Kazanowski died childless in 1649, leaving all his property to his wife Elżbieta. His opulent palace in Warsaw was destroyed during the invasion of the Commonwealth by neighbouring countries, known as the Deluge (1655-1660).
Before the invasion by neighbouring countries, known as the Deluge (1655-1660), Polish-Lithuanian Commonwealth ranked among the wealthiest countries in Europe and its monarchs successfully competed with rulers of other nations as patron of arts.

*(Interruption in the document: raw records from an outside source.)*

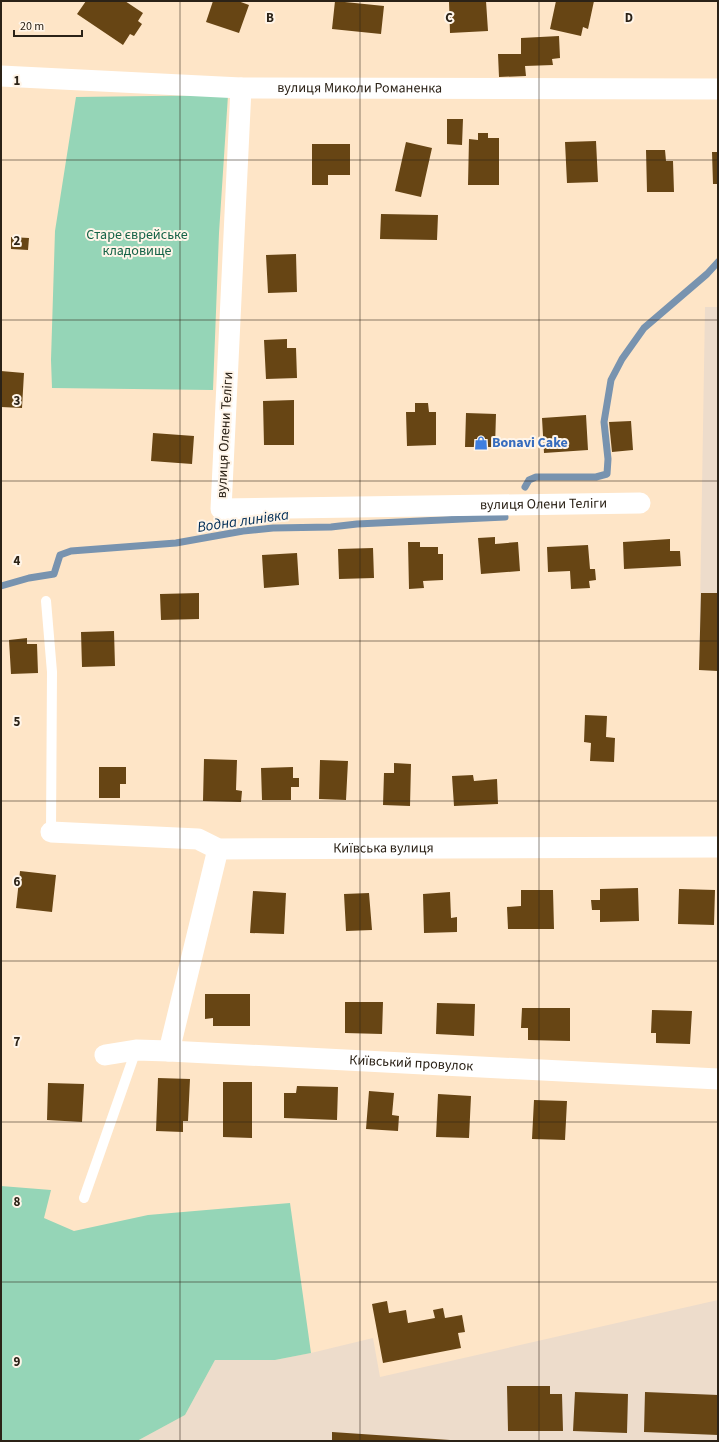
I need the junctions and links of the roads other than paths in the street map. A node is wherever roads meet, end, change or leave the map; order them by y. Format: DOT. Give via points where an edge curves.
graph roads {
  1 [pos="1,76"];
  2 [pos="241,88"];
  3 [pos="718,89"];
  4 [pos="640,503"];
  5 [pos="46,601"];
  6 [pos="50,832"];
  7 [pos="718,847"];
  8 [pos="218,849"];
  9 [pos="136,1050"];
  10 [pos="169,1051"];
  11 [pos="105,1055"];
  12 [pos="718,1079"];
  13 [pos="84,1198"];
  1 -- 2 [label="street, вулиця Миколи Романенка"];
  2 -- 3 [label="street, вулиця Миколи Романенка"];
  2 -- 4 [label="street, вулиця Олени Теліги" via="221,509"];
  5 -- 6 [label="lane" via="52,672"];
  6 -- 8 [label="street, Київська вулиця" via="198,839"];
  7 -- 8 [label="street, Київська вулиця"];
  8 -- 10 [label="street"];
  9 -- 10 [label="street, Київський провулок"];
  9 -- 11 [label="street, Київський провулок"];
  9 -- 13 [label="lane"];
  10 -- 12 [label="street, Київський провулок"];
}
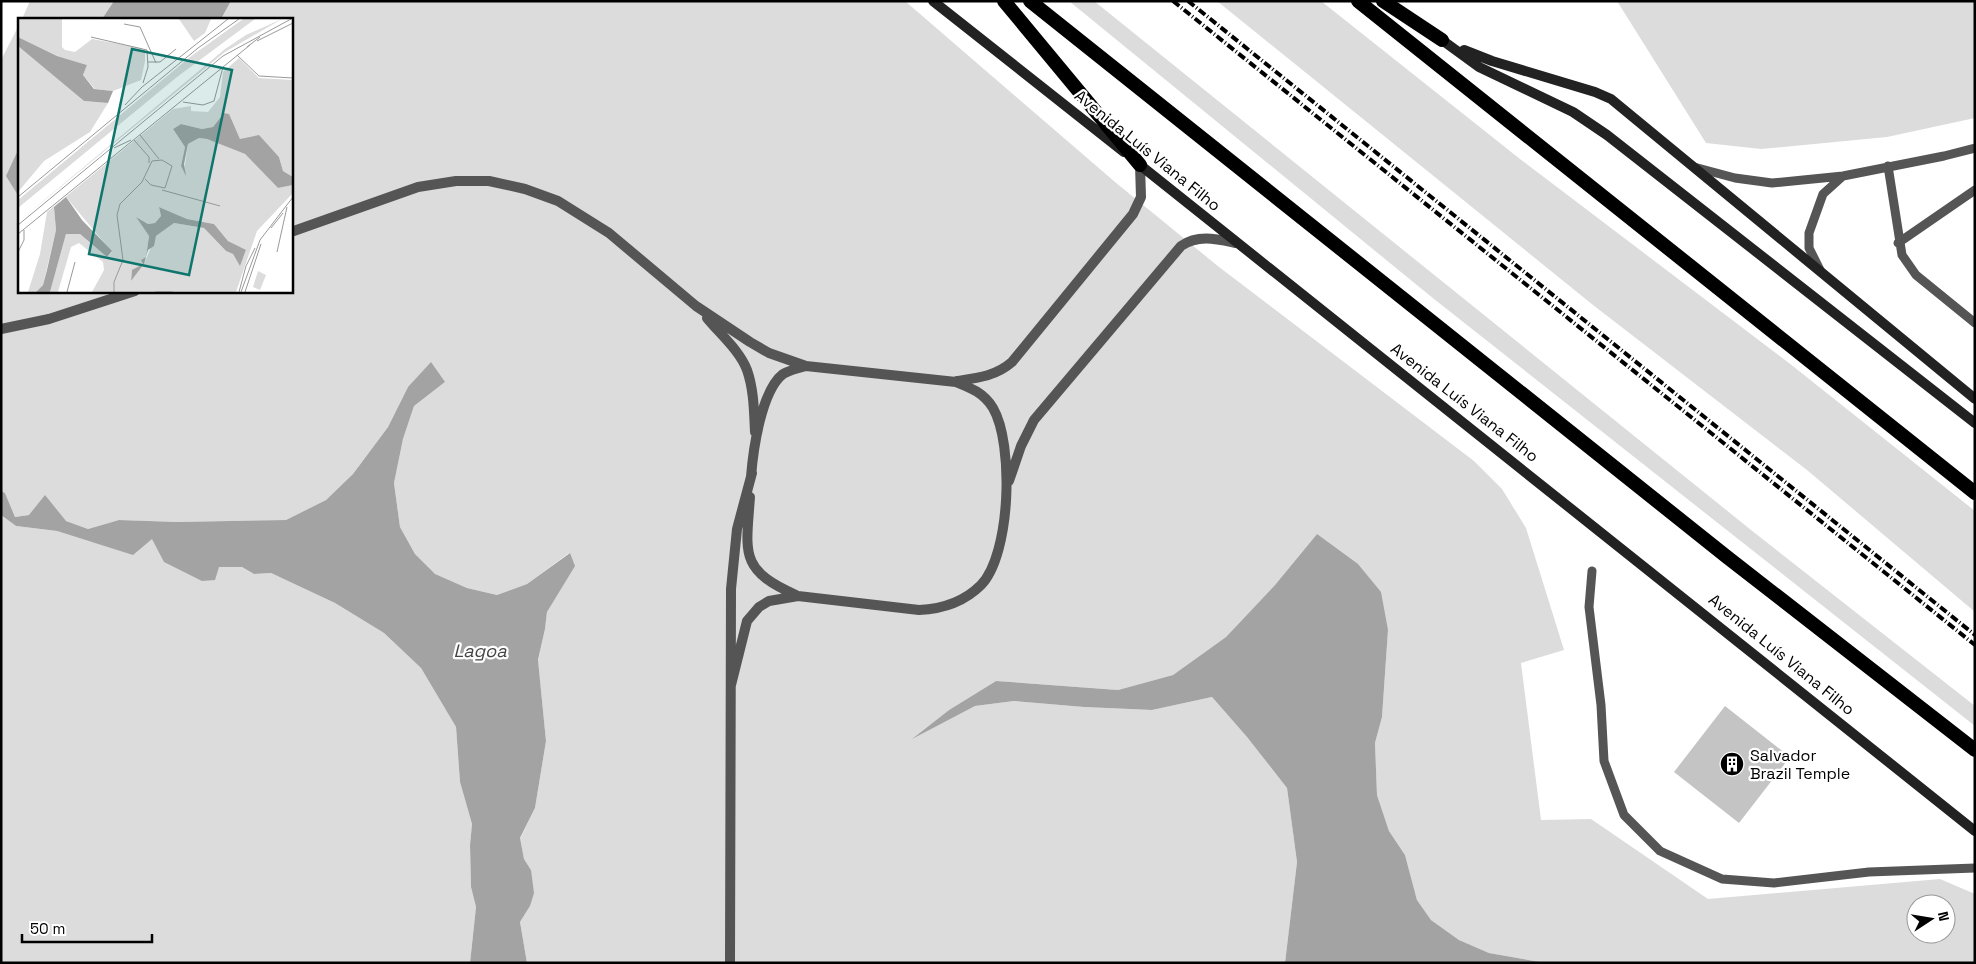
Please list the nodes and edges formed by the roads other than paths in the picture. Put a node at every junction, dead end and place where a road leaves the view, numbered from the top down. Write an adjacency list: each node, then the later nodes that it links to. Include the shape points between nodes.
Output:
1 (933, 1): 8 (main road, Avenida Luís Viana Filho)
2 (1004, 1): 8 (highway)
3 (1030, 1): 32 (highway, via 1727,557)
4 (1358, 1): 28 (highway)
5 (1383, 1): 6 (highway)
6 (1442, 40): 9 (main road, via 1492,61 1611,99); 24 (main road, via 1480,66 1573,112 1607,135)
7 (1975, 148): 10 (lane)
8 (1140, 165): 14 (main road, Avenida Luís Viana Filho); 22 (street, via 1141,197 1133,214 1012,362 988,377)
9 (1689, 165): 11 (lane, via 1735,178 1772,183); 16 (main road)
10 (1888, 166): 11 (lane); 15 (lane)
11 (1843, 176): 16 (lane, via 1823,194 1809,233 1809,248)
12 (1975, 190): 15 (lane)
13 (292, 232): 18 (street, via 418,187 456,181 489,181 558,201 609,233)
14 (1236, 243): 27 (street, via 1213,238 1197,239 1181,246 1034,420 1021,446); 33 (main road, Avenida Luís Viana Filho)
15 (1898, 243): 19 (lane, via 1916,275)
16 (1821, 272): 23 (main road)
17 (132, 292): 20 (street, via 58,317)
18 (696, 306): 21 (street, via 750,342); 25 (street, via 747,369 754,402)
19 (1975, 323)
20 (1, 329)
21 (806, 366): 22 (street); 25 (street, via 784,374 772,388)
22 (956, 382): 27 (street, via 977,391 993,408 1003,438)
23 (1975, 399)
24 (1975, 423)
25 (756, 442): 26 (street)
26 (752, 473): 30 (street, via 748,540 751,561 762,578); 31 (street, via 737,529 731,589)
27 (1008, 487): 30 (street, via 996,560 982,584 958,601 936,609 918,610)
28 (1975, 493)
29 (1592, 571): 34 (lane, via 1589,607 1604,761 1624,815 1660,851 1722,879 1774,883 1869,872)
30 (798, 596): 31 (street, via 769,601 751,614)
31 (731, 686): 35 (street)
32 (1975, 750)
33 (1975, 831)
34 (1975, 868)
35 (730, 963)

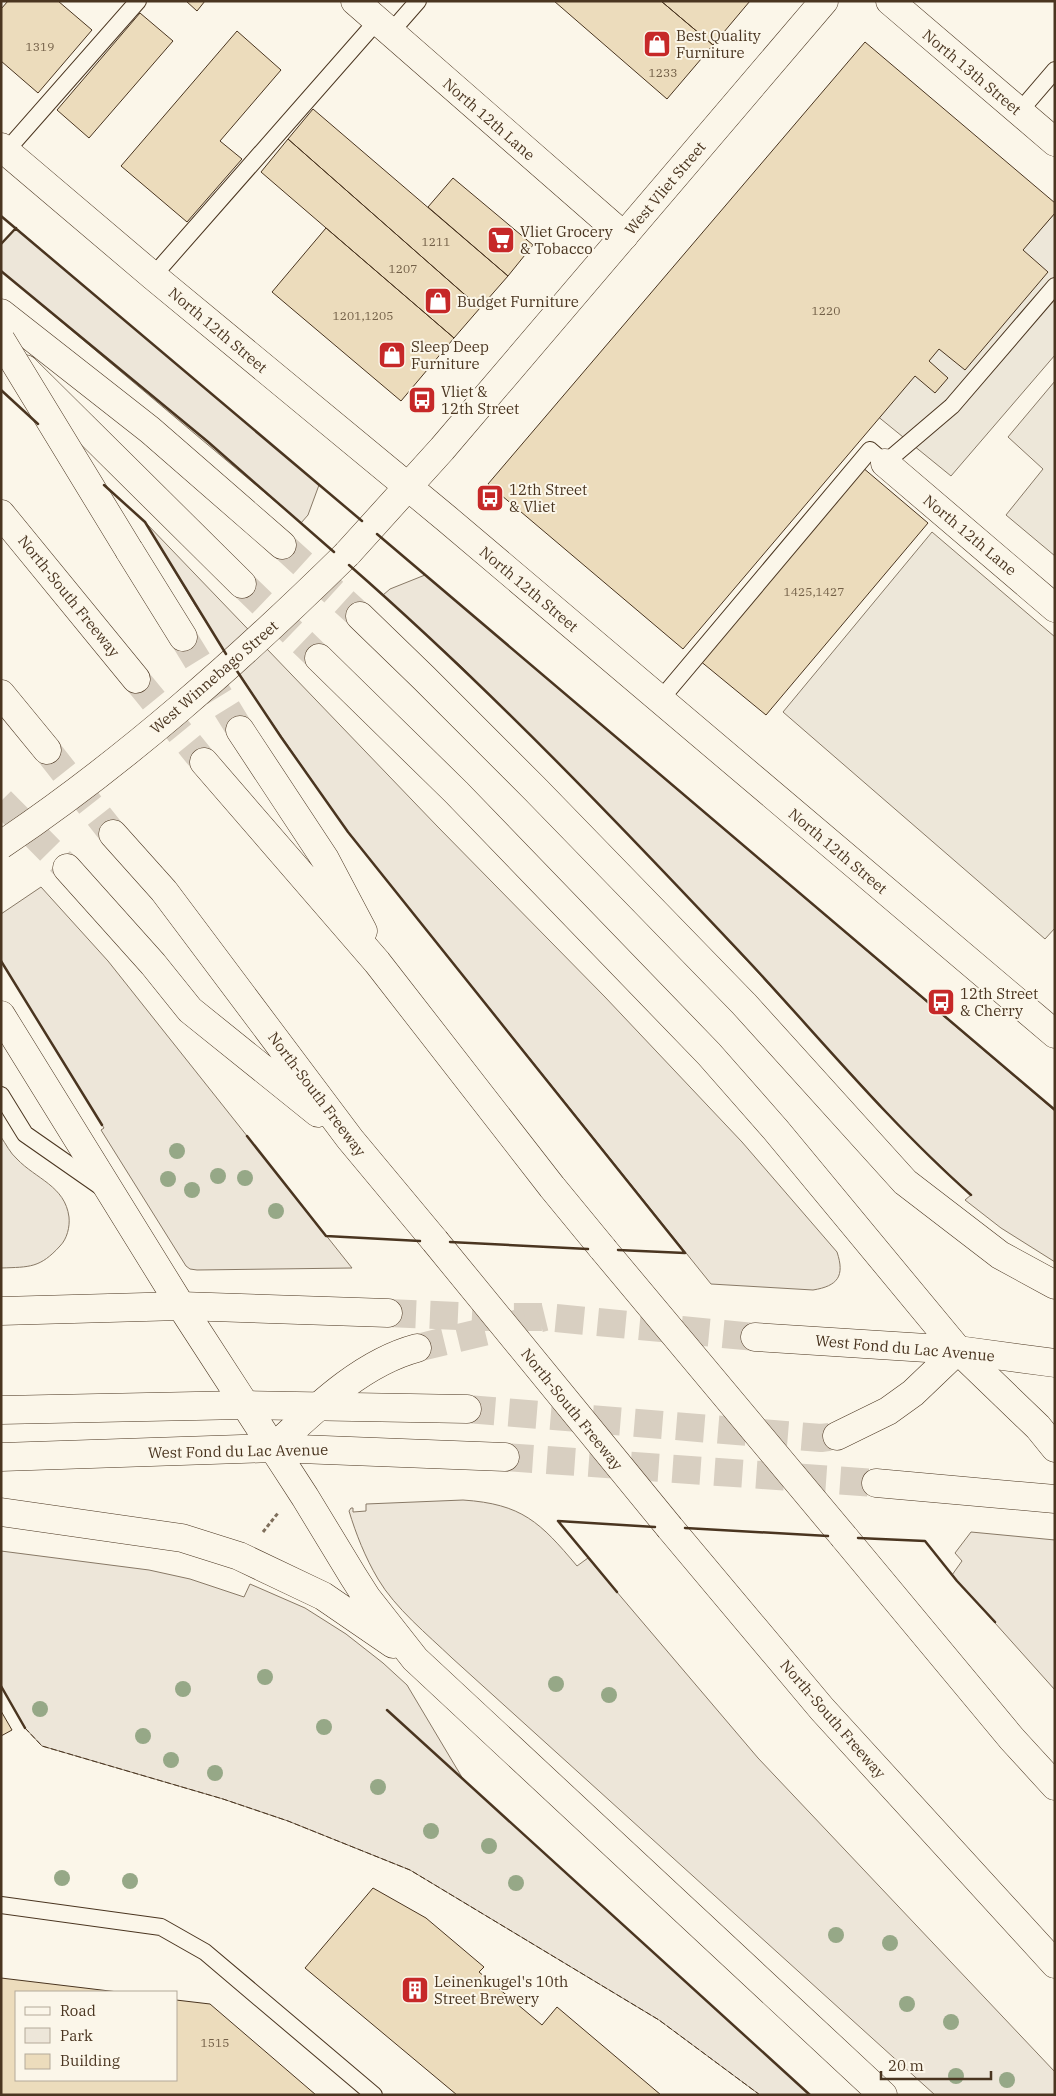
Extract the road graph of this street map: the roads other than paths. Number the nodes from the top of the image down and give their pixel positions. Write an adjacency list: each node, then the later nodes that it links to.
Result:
1 (138, 1): 10 (lane)
2 (355, 1): 6 (main road, North 12th Lane)
3 (418, 1): 6 (lane)
4 (824, 1): 11 (main road, West Vliet Street)
5 (890, 1): 8 (main road, North 13th Street)
6 (384, 27): 11 (main road, North 12th Lane); 12 (lane)
7 (1055, 70): 8 (lane)
8 (1019, 112): 9 (main road, North 13th Street)
9 (1055, 142)
10 (4, 149): 12 (main road, North 12th Street)
11 (624, 236): 18 (main road, West Vliet Street)
12 (153, 276): 18 (main road, North 12th Street)
13 (1055, 286): 17 (lane)
14 (1, 313): 20 (main road)
15 (1, 340): 24 (main road, bridge)
16 (1, 346): 21 (main road)
17 (884, 463): 22 (main road, North 12th Lane); 28 (lane)
18 (408, 486): 28 (main road, North 12th Street); 33 (main road, West Winnebago Street, bridge)
19 (1, 514): 26 (main road, North-South Freeway)
20 (282, 545)
21 (242, 584)
22 (1055, 608)
23 (360, 616): 41 (main road)
24 (183, 637)
25 (319, 658): 47 (main road)
26 (136, 679)
27 (1, 694): 30 (main road)
28 (660, 700): 37 (main road, North 12th Street)
29 (240, 730): 35 (main road)
30 (47, 750)
31 (204, 762): 35 (main road)
32 (113, 834): 39 (main road, North-South Freeway)
33 (1, 845)
34 (68, 868): 39 (main road)
35 (377, 962): 62 (main road, bridge)
36 (1, 1015): 40 (main road)
37 (1053, 1028)
38 (1, 1095): 40 (lane)
39 (350, 1139): 64 (main road, North-South Freeway, bridge)
40 (112, 1194): 42 (main road)
41 (1055, 1285)
42 (181, 1306): 43 (main road); 44 (main road); 49 (main road)
43 (1, 1311)
44 (388, 1313)
45 (755, 1337): 47 (main road, West Fond du Lac Avenue)
46 (418, 1348): 50 (main road)
47 (958, 1350): 48 (main road, West Fond du Lac Avenue); 53 (main road); 55 (main road)
48 (1055, 1363)
49 (244, 1405): 50 (main road); 52 (main road); 54 (main road)
50 (317, 1407): 51 (main road); 54 (main road)
51 (466, 1409)
52 (1, 1410)
53 (837, 1436)
54 (273, 1448): 56 (main road, West Fond du Lac Avenue); 57 (main road, West Fond du Lac Avenue); 61 (main road)
55 (1055, 1448)
56 (1, 1457)
57 (505, 1457)
58 (876, 1483): 59 (main road)
59 (1055, 1500)
60 (1, 1512): 61 (main road)
61 (415, 1658): 66 (main road)
62 (1055, 1786)
63 (1, 1905): 65 (lane)
64 (1055, 1964)
65 (374, 2095)
66 (883, 2095)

Crown of Sigismund III Vasa
Work in progress.
Bronze busts of Sigismund III Vasa and Constance of Austria
Although the existence of royal busts is purely hypothetical and not confirmed by sources, the fashion for such antique sculptures, stemming from Italy and Imperial court in Prague and Vienna, udoubtedly found its reflection in the cosmopolitan court of the Vasas in Kraków and Warsaw. Bronze cartouche with coat of arms of the Polish-Lithuanian Commonwealth from the Wawel Castle, a full plastic bronze cast that preserved to our days and commissioned by Sigismund III in about 1604 to adorn overdoor in the northern wing of the castle leading to the Senators' Staircase, confirms that the Vasa residences were filled with such items.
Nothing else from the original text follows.